Exercise inputs:

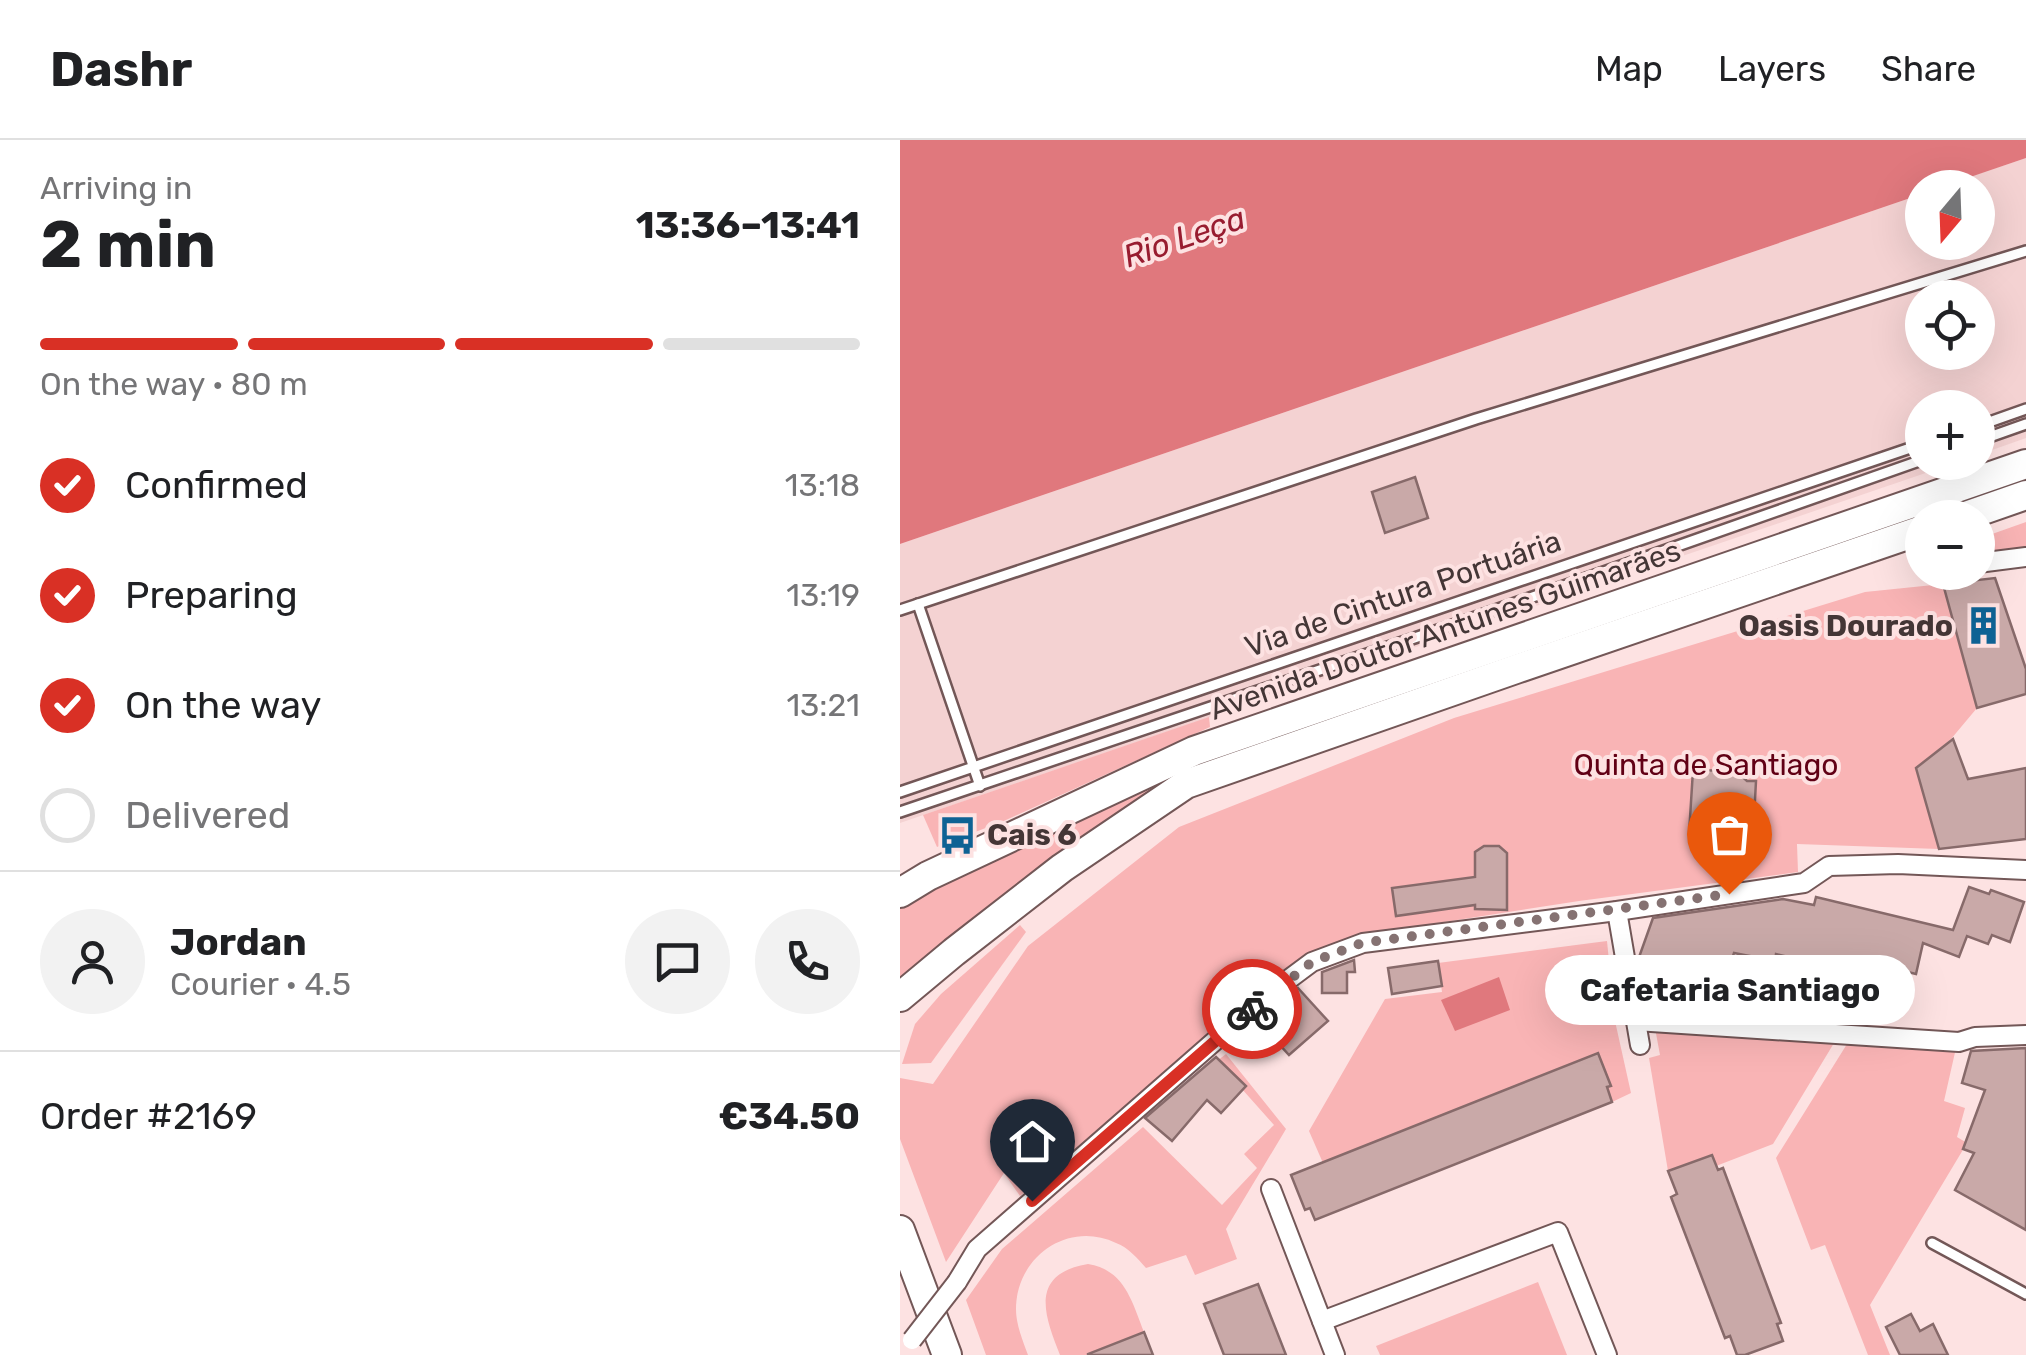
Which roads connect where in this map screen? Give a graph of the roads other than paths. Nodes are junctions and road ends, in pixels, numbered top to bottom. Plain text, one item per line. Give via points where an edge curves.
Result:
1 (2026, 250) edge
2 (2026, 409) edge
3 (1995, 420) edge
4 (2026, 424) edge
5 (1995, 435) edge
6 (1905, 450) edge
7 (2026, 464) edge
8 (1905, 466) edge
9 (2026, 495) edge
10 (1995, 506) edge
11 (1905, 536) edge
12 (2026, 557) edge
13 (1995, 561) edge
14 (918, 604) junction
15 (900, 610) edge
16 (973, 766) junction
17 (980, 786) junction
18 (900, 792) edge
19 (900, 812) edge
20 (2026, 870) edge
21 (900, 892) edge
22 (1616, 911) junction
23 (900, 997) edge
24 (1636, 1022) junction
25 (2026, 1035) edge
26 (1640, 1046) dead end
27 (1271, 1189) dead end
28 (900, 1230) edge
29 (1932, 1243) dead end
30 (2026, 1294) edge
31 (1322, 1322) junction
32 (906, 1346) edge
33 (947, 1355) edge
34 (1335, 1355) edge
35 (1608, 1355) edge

Problem to solve: The listing is to be repeated exactly, with its pictures removed.

Written response:
Which roads connect where in this map screen? Give a graph of the roads other than paths. Nodes are junctions and road ends, in pixels, numbered top to bottom. Plain text, one item per line. Give via points where an edge curves.
Result:
1 (2026, 250) edge
2 (2026, 409) edge
3 (1995, 420) edge
4 (2026, 424) edge
5 (1995, 435) edge
6 (1905, 450) edge
7 (2026, 464) edge
8 (1905, 466) edge
9 (2026, 495) edge
10 (1995, 506) edge
11 (1905, 536) edge
12 (2026, 557) edge
13 (1995, 561) edge
14 (918, 604) junction
15 (900, 610) edge
16 (973, 766) junction
17 (980, 786) junction
18 (900, 792) edge
19 (900, 812) edge
20 (2026, 870) edge
21 (900, 892) edge
22 (1616, 911) junction
23 (900, 997) edge
24 (1636, 1022) junction
25 (2026, 1035) edge
26 (1640, 1046) dead end
27 (1271, 1189) dead end
28 (900, 1230) edge
29 (1932, 1243) dead end
30 (2026, 1294) edge
31 (1322, 1322) junction
32 (906, 1346) edge
33 (947, 1355) edge
34 (1335, 1355) edge
35 (1608, 1355) edge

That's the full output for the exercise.